An example from personal experience follows.  In a complex oil refinery that processed heavy oils in a Delayed Coker Unit (DCU), and processed the virgin and cracked gasoils in a FCC, data analysis found a pattern:  the cyclical production of heavy coker gasoil created an undesirable cyclical change in FCC operation.  Simulation and optimization on the FCC showed that a better operating strategy was to store the coker gasoil for a short time rather than pump the coker gasoil as it was produced into the FCC system (note, there was a gasoil hydrotreater upstream, as usual).  A steady flow of coker gasoil allowed the FCC controls to more easily optimize the unit; in effect, the control system was always "hunting" for the optimum as the coker gasoil rate fluctuated.   This result was contrary to the established "wisdom" that it was more profitable to minimize all storage, and run intermediate streams between process units right away rather than into storage and back.  The solution was presented, then implemented with great success.  The result was unexpected in the eyes of the then-existing refinery management.    

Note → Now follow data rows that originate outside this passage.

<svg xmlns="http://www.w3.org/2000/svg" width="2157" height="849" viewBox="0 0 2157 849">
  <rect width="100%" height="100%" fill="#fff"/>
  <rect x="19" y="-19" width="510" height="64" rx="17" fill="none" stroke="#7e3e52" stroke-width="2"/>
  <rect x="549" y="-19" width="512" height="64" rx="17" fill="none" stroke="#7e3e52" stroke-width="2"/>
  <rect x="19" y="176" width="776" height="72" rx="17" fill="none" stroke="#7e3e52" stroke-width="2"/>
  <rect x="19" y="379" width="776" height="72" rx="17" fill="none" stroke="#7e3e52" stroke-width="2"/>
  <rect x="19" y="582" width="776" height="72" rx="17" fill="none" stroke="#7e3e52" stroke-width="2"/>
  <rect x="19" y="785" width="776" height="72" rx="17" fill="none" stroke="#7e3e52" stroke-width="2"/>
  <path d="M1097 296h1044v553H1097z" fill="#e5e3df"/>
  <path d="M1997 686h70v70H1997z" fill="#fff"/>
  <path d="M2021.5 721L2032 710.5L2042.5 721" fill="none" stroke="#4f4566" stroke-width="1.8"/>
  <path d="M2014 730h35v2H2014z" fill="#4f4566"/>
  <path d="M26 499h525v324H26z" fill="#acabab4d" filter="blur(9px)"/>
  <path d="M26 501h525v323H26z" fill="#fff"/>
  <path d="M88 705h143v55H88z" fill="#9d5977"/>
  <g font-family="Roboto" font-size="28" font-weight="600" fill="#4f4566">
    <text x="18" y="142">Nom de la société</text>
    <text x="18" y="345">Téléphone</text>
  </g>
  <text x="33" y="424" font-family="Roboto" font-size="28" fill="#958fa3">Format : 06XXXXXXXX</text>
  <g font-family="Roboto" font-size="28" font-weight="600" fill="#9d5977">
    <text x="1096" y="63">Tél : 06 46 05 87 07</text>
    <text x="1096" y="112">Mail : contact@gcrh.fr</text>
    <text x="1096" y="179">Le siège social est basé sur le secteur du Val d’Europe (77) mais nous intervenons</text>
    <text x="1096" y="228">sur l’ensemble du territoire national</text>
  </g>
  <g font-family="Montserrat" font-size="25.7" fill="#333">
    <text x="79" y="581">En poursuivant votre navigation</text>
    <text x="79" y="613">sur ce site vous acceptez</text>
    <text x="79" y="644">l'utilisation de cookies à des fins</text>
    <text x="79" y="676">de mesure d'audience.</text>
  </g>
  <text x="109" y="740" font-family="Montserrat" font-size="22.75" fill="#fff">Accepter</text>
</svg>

(Note: this is entirely consistent with my career as a process consultant; many times the conventional "wisdom" was false, based on invalid original assumptions, or the previously valid  assumptions had changed materially.  One refinery with a Hydrocracking Unit told me and my colleagues that their unit was optimized, thus there was no need for us to examine it.  I asked when the latest optimization had been performed, and the reply was "a few years ago after startup."  That refinery made a substantial increase in profit after being shown why a Hydrocracker Unit optimization should be performed on a periodic basis.)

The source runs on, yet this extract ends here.